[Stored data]

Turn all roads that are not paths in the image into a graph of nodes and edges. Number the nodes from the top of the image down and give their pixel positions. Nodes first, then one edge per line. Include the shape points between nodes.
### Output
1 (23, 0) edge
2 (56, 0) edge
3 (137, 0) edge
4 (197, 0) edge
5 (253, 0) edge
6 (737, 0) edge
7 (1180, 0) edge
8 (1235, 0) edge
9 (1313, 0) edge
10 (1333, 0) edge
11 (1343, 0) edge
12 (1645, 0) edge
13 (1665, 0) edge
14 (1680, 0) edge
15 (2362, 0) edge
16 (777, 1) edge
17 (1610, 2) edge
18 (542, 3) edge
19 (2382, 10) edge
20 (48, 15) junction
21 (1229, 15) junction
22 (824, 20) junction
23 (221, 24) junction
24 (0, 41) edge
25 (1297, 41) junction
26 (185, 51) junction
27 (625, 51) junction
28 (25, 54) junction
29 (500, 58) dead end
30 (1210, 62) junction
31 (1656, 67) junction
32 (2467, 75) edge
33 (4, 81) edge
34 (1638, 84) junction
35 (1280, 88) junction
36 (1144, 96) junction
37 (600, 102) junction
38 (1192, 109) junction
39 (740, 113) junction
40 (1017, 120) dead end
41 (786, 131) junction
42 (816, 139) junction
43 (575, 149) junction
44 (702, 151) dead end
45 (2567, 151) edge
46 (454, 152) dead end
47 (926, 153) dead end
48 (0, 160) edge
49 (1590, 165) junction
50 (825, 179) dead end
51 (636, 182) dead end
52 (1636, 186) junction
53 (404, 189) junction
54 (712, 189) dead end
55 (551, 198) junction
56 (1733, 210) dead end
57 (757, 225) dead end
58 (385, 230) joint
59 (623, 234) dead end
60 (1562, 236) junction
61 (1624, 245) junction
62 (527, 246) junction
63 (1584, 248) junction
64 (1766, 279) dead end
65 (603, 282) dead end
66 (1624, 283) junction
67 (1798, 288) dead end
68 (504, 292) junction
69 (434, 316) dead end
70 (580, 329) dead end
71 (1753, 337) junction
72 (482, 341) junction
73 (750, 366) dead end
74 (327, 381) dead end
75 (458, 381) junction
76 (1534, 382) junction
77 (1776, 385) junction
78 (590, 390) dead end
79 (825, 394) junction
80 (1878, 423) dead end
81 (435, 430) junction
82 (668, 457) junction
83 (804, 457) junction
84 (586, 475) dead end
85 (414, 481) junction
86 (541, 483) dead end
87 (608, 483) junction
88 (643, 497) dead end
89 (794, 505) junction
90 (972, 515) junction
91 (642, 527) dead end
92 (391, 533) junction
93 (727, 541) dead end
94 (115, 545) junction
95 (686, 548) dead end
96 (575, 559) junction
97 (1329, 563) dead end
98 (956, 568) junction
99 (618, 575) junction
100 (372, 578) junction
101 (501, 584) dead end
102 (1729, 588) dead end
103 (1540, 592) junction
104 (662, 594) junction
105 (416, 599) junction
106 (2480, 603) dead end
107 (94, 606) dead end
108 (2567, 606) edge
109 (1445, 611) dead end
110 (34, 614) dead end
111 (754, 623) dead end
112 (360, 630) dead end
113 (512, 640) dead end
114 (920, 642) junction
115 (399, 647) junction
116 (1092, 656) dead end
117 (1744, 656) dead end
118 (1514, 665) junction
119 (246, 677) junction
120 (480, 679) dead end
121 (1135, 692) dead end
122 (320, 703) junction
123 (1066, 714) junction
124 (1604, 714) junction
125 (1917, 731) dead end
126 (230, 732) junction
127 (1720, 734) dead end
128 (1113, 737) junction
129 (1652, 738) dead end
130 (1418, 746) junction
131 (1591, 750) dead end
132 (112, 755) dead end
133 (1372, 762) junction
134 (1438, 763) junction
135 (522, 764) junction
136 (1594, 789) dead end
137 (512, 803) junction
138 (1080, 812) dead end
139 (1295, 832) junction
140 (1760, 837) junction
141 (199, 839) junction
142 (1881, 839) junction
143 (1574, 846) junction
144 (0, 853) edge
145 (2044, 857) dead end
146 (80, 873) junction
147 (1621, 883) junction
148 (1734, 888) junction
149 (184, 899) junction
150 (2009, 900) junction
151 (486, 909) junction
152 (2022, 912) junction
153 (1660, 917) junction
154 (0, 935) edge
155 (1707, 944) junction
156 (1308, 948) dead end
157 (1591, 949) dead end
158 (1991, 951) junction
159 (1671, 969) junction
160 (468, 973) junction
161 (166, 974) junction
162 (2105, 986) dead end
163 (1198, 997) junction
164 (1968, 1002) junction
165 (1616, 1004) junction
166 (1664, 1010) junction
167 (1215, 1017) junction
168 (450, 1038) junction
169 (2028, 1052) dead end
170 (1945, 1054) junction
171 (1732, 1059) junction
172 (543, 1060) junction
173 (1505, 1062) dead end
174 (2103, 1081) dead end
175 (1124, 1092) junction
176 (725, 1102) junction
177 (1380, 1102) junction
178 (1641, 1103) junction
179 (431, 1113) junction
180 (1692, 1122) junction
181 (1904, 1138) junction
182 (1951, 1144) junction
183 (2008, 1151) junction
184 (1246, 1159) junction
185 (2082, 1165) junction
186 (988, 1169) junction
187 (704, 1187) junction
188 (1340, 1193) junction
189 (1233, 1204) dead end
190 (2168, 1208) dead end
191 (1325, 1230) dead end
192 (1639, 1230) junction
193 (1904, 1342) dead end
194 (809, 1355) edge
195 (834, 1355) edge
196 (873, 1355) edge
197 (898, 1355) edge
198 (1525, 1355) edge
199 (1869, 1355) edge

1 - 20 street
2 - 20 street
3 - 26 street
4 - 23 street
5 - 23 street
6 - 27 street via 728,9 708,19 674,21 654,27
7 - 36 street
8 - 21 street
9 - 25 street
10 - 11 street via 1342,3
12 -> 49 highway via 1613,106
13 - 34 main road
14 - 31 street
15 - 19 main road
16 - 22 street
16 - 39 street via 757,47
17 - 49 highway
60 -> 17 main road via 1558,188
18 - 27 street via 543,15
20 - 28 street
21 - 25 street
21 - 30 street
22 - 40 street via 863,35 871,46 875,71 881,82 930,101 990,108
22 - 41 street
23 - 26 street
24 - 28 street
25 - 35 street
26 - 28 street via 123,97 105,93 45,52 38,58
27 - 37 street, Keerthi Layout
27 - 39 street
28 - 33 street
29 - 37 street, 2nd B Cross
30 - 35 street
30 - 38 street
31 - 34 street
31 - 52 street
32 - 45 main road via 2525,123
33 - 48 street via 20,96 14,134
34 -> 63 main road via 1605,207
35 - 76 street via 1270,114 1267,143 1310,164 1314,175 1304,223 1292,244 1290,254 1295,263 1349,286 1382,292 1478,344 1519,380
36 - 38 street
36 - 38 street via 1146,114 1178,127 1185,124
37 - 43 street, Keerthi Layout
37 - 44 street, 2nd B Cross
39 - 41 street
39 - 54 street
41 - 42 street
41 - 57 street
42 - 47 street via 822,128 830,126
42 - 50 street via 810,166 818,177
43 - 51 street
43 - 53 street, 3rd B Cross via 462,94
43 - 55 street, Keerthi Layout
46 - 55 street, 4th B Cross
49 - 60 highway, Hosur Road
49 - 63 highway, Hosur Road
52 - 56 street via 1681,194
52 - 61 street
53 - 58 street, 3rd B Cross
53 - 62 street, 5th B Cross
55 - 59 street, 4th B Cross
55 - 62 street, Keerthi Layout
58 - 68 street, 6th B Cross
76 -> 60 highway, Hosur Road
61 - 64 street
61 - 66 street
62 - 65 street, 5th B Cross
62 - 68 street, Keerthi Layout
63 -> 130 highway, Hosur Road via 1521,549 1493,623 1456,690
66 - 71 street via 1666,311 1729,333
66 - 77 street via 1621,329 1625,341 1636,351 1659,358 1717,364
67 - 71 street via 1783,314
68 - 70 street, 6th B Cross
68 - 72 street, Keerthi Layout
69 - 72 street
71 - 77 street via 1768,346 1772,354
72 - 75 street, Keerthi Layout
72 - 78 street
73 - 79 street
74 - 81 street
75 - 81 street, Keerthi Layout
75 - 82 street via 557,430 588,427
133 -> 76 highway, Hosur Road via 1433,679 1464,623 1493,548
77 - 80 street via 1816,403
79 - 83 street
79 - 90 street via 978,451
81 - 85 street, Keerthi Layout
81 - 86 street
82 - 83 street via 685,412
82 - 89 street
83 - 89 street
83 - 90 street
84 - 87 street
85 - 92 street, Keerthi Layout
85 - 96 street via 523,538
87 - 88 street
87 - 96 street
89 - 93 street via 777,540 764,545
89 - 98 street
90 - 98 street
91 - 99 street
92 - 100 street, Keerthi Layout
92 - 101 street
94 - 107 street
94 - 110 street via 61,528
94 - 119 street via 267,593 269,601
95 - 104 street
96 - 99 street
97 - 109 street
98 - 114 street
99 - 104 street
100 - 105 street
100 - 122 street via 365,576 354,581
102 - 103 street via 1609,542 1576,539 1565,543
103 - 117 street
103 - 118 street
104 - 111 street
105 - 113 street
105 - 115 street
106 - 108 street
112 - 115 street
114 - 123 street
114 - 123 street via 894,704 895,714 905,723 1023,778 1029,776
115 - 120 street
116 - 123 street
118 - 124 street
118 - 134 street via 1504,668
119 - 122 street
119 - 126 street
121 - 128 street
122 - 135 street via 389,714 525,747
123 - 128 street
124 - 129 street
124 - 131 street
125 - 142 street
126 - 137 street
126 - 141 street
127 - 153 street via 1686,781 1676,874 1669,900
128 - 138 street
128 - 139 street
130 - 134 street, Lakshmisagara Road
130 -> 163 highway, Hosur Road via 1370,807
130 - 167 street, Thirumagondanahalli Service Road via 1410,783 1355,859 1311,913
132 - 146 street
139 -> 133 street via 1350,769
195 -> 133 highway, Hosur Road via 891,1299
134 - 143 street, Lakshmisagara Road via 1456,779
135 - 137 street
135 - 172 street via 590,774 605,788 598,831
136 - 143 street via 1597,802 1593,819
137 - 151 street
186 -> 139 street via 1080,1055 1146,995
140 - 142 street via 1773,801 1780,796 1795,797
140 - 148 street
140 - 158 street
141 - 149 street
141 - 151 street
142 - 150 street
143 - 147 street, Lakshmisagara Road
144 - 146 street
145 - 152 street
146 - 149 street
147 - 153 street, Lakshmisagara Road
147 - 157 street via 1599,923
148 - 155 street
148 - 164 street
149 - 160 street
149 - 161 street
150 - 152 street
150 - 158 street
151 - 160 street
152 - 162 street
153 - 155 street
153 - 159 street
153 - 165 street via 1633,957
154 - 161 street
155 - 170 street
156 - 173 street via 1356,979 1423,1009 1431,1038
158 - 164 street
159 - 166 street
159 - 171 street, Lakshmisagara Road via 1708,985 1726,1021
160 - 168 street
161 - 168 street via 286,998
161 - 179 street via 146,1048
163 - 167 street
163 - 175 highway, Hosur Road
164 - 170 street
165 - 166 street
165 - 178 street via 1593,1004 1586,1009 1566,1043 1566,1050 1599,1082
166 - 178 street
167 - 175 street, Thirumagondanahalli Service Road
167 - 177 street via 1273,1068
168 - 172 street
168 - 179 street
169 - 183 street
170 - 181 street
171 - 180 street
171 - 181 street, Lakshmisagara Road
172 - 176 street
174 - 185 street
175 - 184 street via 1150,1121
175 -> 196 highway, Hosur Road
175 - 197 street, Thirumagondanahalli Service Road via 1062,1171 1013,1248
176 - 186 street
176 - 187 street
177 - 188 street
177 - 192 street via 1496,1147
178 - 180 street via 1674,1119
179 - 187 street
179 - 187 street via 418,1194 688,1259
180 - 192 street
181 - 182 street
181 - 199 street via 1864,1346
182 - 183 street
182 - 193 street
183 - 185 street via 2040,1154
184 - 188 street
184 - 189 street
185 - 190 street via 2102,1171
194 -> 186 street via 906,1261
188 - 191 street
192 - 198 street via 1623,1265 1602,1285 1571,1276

_What is required_
Report only the number of lines, among the records above, that contain the word "Cross".

_The completed task_
10